──────── Provided records
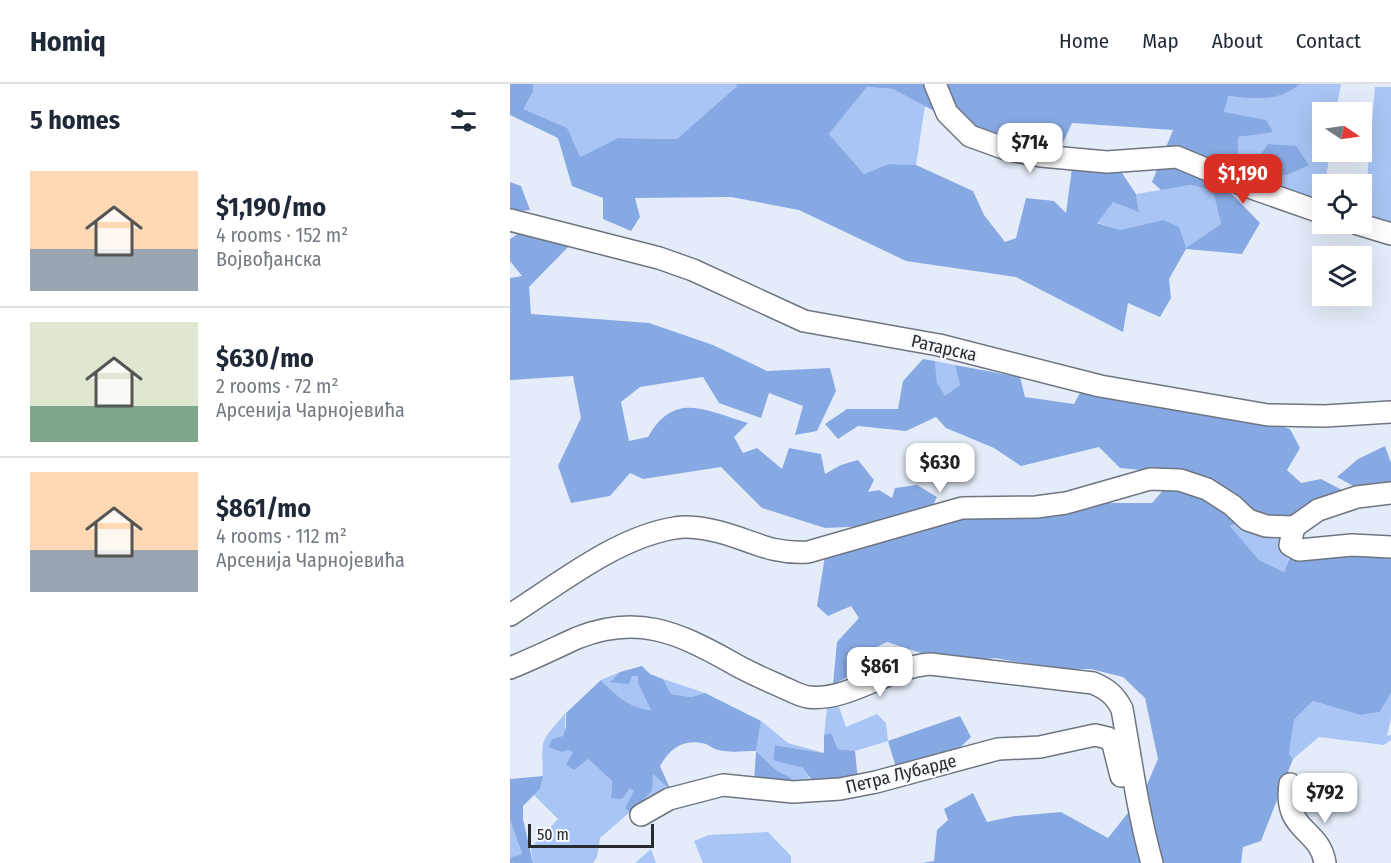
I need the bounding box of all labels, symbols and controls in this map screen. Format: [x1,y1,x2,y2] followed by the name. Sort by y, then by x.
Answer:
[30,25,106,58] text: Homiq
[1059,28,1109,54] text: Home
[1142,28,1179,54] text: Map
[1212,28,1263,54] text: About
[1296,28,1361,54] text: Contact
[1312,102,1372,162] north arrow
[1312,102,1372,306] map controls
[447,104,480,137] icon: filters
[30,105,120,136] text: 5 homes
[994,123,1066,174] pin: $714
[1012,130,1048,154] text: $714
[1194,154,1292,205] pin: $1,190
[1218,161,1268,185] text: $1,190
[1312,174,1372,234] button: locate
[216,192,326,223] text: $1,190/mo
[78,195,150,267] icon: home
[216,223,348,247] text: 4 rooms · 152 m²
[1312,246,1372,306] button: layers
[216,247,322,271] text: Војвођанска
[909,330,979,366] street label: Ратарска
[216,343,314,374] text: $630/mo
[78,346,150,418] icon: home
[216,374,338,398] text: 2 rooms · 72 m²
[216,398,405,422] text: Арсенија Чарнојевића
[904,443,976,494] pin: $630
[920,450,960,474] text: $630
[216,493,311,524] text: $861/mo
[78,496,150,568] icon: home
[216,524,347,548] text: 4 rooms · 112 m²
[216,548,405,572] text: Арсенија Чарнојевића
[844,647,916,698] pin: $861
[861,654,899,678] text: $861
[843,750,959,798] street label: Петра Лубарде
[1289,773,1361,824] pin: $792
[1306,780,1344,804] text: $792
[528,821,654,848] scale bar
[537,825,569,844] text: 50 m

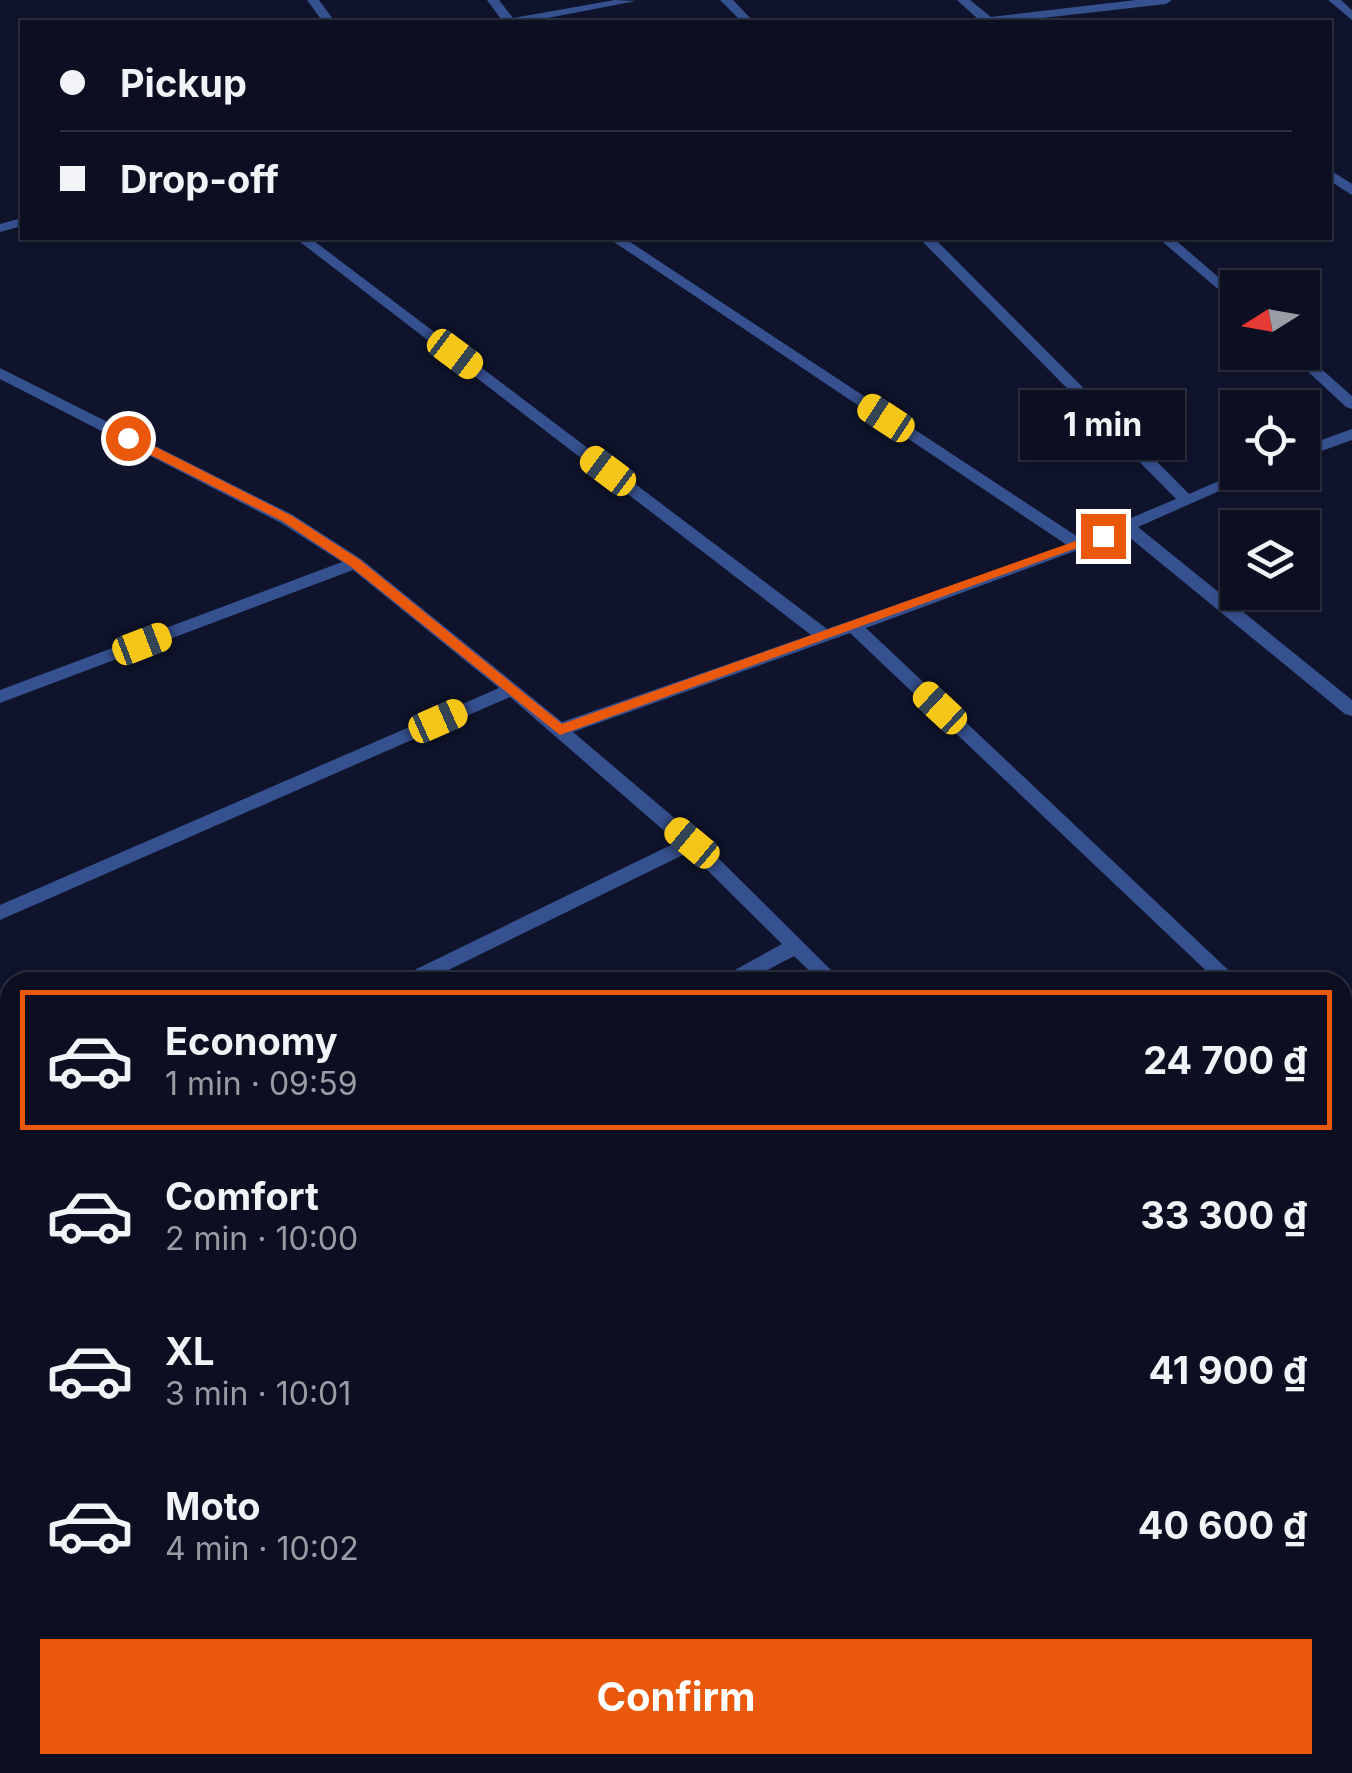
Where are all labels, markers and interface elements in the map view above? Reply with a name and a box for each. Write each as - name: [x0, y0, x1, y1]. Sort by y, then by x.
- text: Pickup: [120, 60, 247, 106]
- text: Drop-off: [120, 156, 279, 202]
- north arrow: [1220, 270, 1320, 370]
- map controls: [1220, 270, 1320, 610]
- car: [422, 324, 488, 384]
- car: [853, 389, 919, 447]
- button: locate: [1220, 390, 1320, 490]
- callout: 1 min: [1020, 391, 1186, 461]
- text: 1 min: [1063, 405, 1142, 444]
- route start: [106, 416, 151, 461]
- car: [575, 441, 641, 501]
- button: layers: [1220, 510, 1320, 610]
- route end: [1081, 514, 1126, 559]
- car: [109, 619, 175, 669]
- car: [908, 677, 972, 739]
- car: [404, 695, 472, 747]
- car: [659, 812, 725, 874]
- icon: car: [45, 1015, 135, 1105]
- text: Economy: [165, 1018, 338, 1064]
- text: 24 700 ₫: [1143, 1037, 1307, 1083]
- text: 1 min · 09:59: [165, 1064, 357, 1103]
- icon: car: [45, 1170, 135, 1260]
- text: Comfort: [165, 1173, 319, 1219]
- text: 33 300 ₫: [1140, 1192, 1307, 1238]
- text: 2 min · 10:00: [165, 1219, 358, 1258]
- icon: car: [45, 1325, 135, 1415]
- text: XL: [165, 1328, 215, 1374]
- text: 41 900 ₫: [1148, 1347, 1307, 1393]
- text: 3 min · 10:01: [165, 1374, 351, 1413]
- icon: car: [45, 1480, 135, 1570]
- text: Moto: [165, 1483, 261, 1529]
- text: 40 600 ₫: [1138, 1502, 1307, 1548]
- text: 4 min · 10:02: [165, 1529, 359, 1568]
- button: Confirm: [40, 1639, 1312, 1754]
────────────────
→ Your assignment: All lines of the records containing "arrow" should be shown.

→ Exercise response:
[1312,102,1372,162] north arrow
- north arrow: [1220, 270, 1320, 370]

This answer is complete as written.